What the exercise asks:
Each line below that contains "Lockard" should be counted. Give only the total.

Given data:

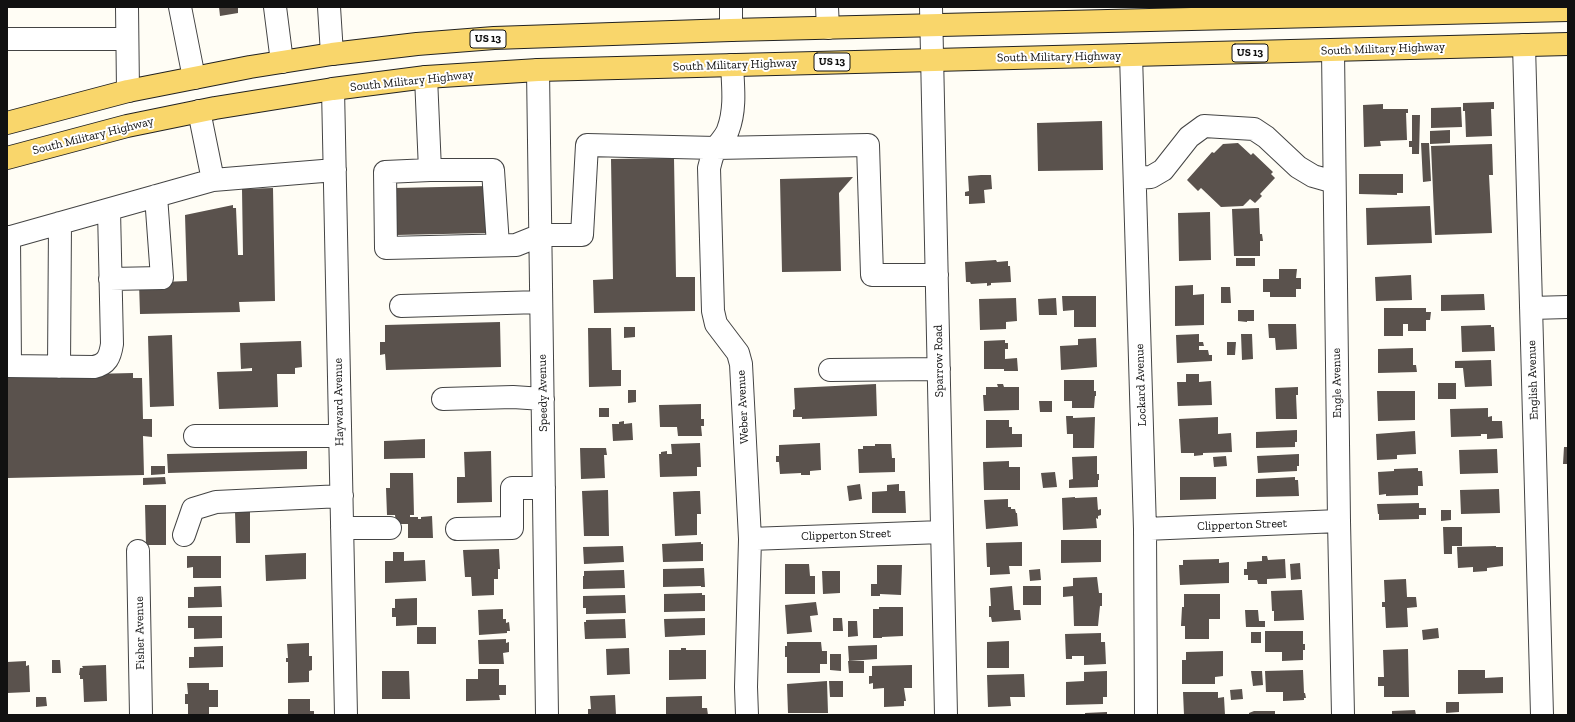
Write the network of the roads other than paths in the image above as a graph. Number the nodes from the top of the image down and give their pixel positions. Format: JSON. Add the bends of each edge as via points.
{"nodes":[{"id":1,"x":126,"y":7,"type":"edge"},
{"id":2,"x":180,"y":7,"type":"edge"},
{"id":3,"x":275,"y":7,"type":"edge"},
{"id":4,"x":329,"y":7,"type":"edge"},
{"id":5,"x":731,"y":7,"type":"edge"},
{"id":6,"x":1523,"y":9,"type":"edge"},
{"id":7,"x":1568,"y":10,"type":"edge"},
{"id":8,"x":1332,"y":11,"type":"edge"},
{"id":9,"x":1130,"y":14,"type":"edge"},
{"id":10,"x":931,"y":16,"type":"edge"},
{"id":11,"x":828,"y":18,"type":"edge"},
{"id":12,"x":731,"y":30,"type":"junction"},
{"id":13,"x":7,"y":39,"type":"edge"},
{"id":14,"x":127,"y":39,"type":"junction"},
{"id":15,"x":1568,"y":44,"type":"edge"},
{"id":16,"x":1524,"y":45,"type":"junction"},
{"id":17,"x":1333,"y":51,"type":"junction"},
{"id":18,"x":332,"y":54,"type":"junction"},
{"id":19,"x":1131,"y":55,"type":"junction"},
{"id":20,"x":932,"y":60,"type":"junction"},
{"id":21,"x":282,"y":62,"type":"junction"},
{"id":22,"x":732,"y":65,"type":"junction"},
{"id":23,"x":538,"y":70,"type":"junction"},
{"id":24,"x":194,"y":78,"type":"junction"},
{"id":25,"x":426,"y":78,"type":"junction"},
{"id":26,"x":333,"y":89,"type":"junction"},
{"id":27,"x":128,"y":91,"type":"junction"},
{"id":28,"x":199,"y":111,"type":"junction"},
{"id":29,"x":7,"y":123,"type":"edge"},
{"id":30,"x":716,"y":148,"type":"junction"},
{"id":31,"x":7,"y":158,"type":"edge"},
{"id":32,"x":335,"y":170,"type":"junction"},
{"id":33,"x":430,"y":170,"type":"junction"},
{"id":34,"x":1135,"y":178,"type":"junction"},
{"id":35,"x":213,"y":180,"type":"junction"},
{"id":36,"x":1334,"y":182,"type":"junction"},
{"id":37,"x":156,"y":196,"type":"junction"},
{"id":38,"x":109,"y":210,"type":"junction"},
{"id":39,"x":60,"y":223,"type":"junction"},
{"id":40,"x":540,"y":235,"type":"junction"},
{"id":41,"x":8,"y":238,"type":"edge"},
{"id":42,"x":498,"y":245,"type":"junction"},
{"id":43,"x":937,"y":275,"type":"junction"},
{"id":44,"x":110,"y":279,"type":"junction"},
{"id":45,"x":541,"y":302,"type":"junction"},
{"id":46,"x":401,"y":306,"type":"dead end"},
{"id":47,"x":1568,"y":307,"type":"edge"},
{"id":48,"x":1531,"y":308,"type":"junction"},
{"id":49,"x":8,"y":366,"type":"edge"},
{"id":50,"x":59,"y":367,"type":"junction"},
{"id":51,"x":939,"y":369,"type":"junction"},
{"id":52,"x":830,"y":370,"type":"dead end"},
{"id":53,"x":443,"y":399,"type":"dead end"},
{"id":54,"x":543,"y":399,"type":"junction"},
{"id":55,"x":195,"y":436,"type":"dead end"},
{"id":56,"x":339,"y":436,"type":"junction"},
{"id":57,"x":544,"y":488,"type":"junction"},
{"id":58,"x":342,"y":496,"type":"junction"},
{"id":59,"x":1339,"y":521,"type":"junction"},
{"id":60,"x":342,"y":528,"type":"junction"},
{"id":61,"x":390,"y":528,"type":"dead end"},
{"id":62,"x":457,"y":529,"type":"dead end"},
{"id":63,"x":1145,"y":529,"type":"junction"},
{"id":64,"x":942,"y":532,"type":"junction"},
{"id":65,"x":184,"y":535,"type":"dead end"},
{"id":66,"x":750,"y":539,"type":"junction"},
{"id":67,"x":138,"y":550,"type":"dead end"},
{"id":68,"x":142,"y":715,"type":"edge"},
{"id":69,"x":346,"y":715,"type":"edge"},
{"id":70,"x":547,"y":715,"type":"edge"},
{"id":71,"x":747,"y":715,"type":"edge"},
{"id":72,"x":946,"y":715,"type":"edge"},
{"id":73,"x":1146,"y":715,"type":"edge"},
{"id":74,"x":1343,"y":715,"type":"edge"},
{"id":75,"x":1542,"y":715,"type":"edge"}],
"edges":[{"from":1,"to":14,"type":"street"},
{"from":2,"to":24,"type":"street"},
{"from":3,"to":21,"type":"street"},
{"from":4,"to":18,"type":"street"},
{"from":5,"to":12,"type":"street"},
{"from":6,"to":7,"type":"main road","number":"US 13"},
{"from":6,"to":8,"type":"main road","number":"US 13"},
{"from":8,"to":9,"type":"main road","number":"US 13"},
{"from":9,"to":10,"type":"main road","number":"US 13"},
{"from":10,"to":11,"type":"main road","number":"US 13"},
{"from":10,"to":20,"type":"street","name":"Sparrow Road"},
{"from":11,"to":12,"type":"main road","number":"US 13"},
{"from":12,"to":18,"type":"main road","number":"US 13","via":[[494,38]]},
{"from":13,"to":14,"type":"street"},
{"from":14,"to":27,"type":"street"},
{"from":15,"to":16,"type":"main road","name":"South Military Highway","number":"US 13"},
{"from":16,"to":17,"type":"main road","name":"South Military Highway","number":"US 13"},
{"from":16,"to":48,"type":"street","name":"English Avenue"},
{"from":17,"to":19,"type":"main road","name":"South Military Highway","number":"US 13"},
{"from":17,"to":36,"type":"street","name":"Engle Avenue"},
{"from":18,"to":21,"type":"main road","number":"US 13"},
{"from":19,"to":20,"type":"main road","name":"South Military Highway","number":"US 13"},
{"from":19,"to":34,"type":"street","name":"Lockard Avenue"},
{"from":20,"to":22,"type":"main road","name":"South Military Highway","number":"US 13"},
{"from":20,"to":43,"type":"street","name":"Sparrow Road"},
{"from":21,"to":24,"type":"main road","number":"US 13"},
{"from":22,"to":23,"type":"main road","name":"South Military Highway","number":"US 13"},
{"from":22,"to":30,"type":"street","name":"Weber Avenue","via":[[734,102],[730,123],[728,132]]},
{"from":23,"to":25,"type":"main road","name":"South Military Highway","number":"US 13"},
{"from":23,"to":40,"type":"street","name":"Speedy Avenue"},
{"from":24,"to":27,"type":"main road","number":"US 13"},
{"from":25,"to":26,"type":"main road","name":"South Military Highway","number":"US 13"},
{"from":25,"to":33,"type":"street"},
{"from":26,"to":28,"type":"main road","name":"South Military Highway","number":"US 13"},
{"from":26,"to":32,"type":"street","name":"Hayward Avenue"},
{"from":27,"to":29,"type":"main road","number":"US 13"},
{"from":28,"to":31,"type":"main road","name":"South Military Highway","number":"US 13","via":[[128,126]]},
{"from":28,"to":35,"type":"street"},
{"from":30,"to":40,"type":"street","via":[[587,145],[582,235]]},
{"from":30,"to":43,"type":"street","via":[[868,145],[872,275]]},
{"from":30,"to":66,"type":"street","name":"Weber Avenue","via":[[710,168],[712,311],[716,324],[738,353],[741,364]]},
{"from":32,"to":35,"type":"street"},
{"from":32,"to":56,"type":"street","name":"Hayward Avenue"},
{"from":33,"to":42,"type":"street","via":[[493,170]]},
{"from":33,"to":42,"type":"street","via":[[385,172],[386,248]]},
{"from":34,"to":36,"type":"street","via":[[1151,177],[1163,170],[1189,137],[1204,126],[1254,129],[1298,167],[1313,176]]},
{"from":34,"to":63,"type":"street","name":"Lockard Avenue"},
{"from":35,"to":37,"type":"street"},
{"from":36,"to":59,"type":"street","name":"Engle Avenue"},
{"from":37,"to":38,"type":"street"},
{"from":37,"to":44,"type":"street","via":[[162,278]]},
{"from":38,"to":39,"type":"street"},
{"from":38,"to":44,"type":"street"},
{"from":39,"to":41,"type":"street"},
{"from":39,"to":50,"type":"street"},
{"from":40,"to":42,"type":"street","via":[[516,245]]},
{"from":40,"to":45,"type":"street","name":"Speedy Avenue"},
{"from":41,"to":49,"type":"street"},
{"from":43,"to":51,"type":"street","name":"Sparrow Road"},
{"from":44,"to":50,"type":"street","via":[[112,344],[108,360],[94,367]]},
{"from":45,"to":46,"type":"street"},
{"from":45,"to":54,"type":"street","name":"Speedy Avenue"},
{"from":47,"to":48,"type":"street"},
{"from":48,"to":75,"type":"street","name":"English Avenue"},
{"from":49,"to":50,"type":"street"},
{"from":51,"to":52,"type":"street"},
{"from":51,"to":64,"type":"street","name":"Sparrow Road"},
{"from":53,"to":54,"type":"street"},
{"from":54,"to":57,"type":"street","name":"Speedy Avenue"},
{"from":55,"to":56,"type":"street"},
{"from":56,"to":58,"type":"street","name":"Hayward Avenue"},
{"from":57,"to":62,"type":"street","via":[[512,488],[512,528]]},
{"from":57,"to":70,"type":"street","name":"Speedy Avenue"},
{"from":58,"to":60,"type":"street","name":"Hayward Avenue"},
{"from":58,"to":65,"type":"street","via":[[216,502],[192,509]]},
{"from":59,"to":63,"type":"street","name":"Clipperton Street"},
{"from":59,"to":74,"type":"street","name":"Engle Avenue"},
{"from":60,"to":61,"type":"street"},
{"from":60,"to":69,"type":"street","name":"Hayward Avenue"},
{"from":63,"to":73,"type":"street","name":"Lockard Avenue"},
{"from":64,"to":66,"type":"street","name":"Clipperton Street"},
{"from":64,"to":72,"type":"street","name":"Sparrow Road"},
{"from":66,"to":71,"type":"street","name":"Weber Avenue"},
{"from":67,"to":68,"type":"street","name":"Fisher Avenue"}]}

Your response:
3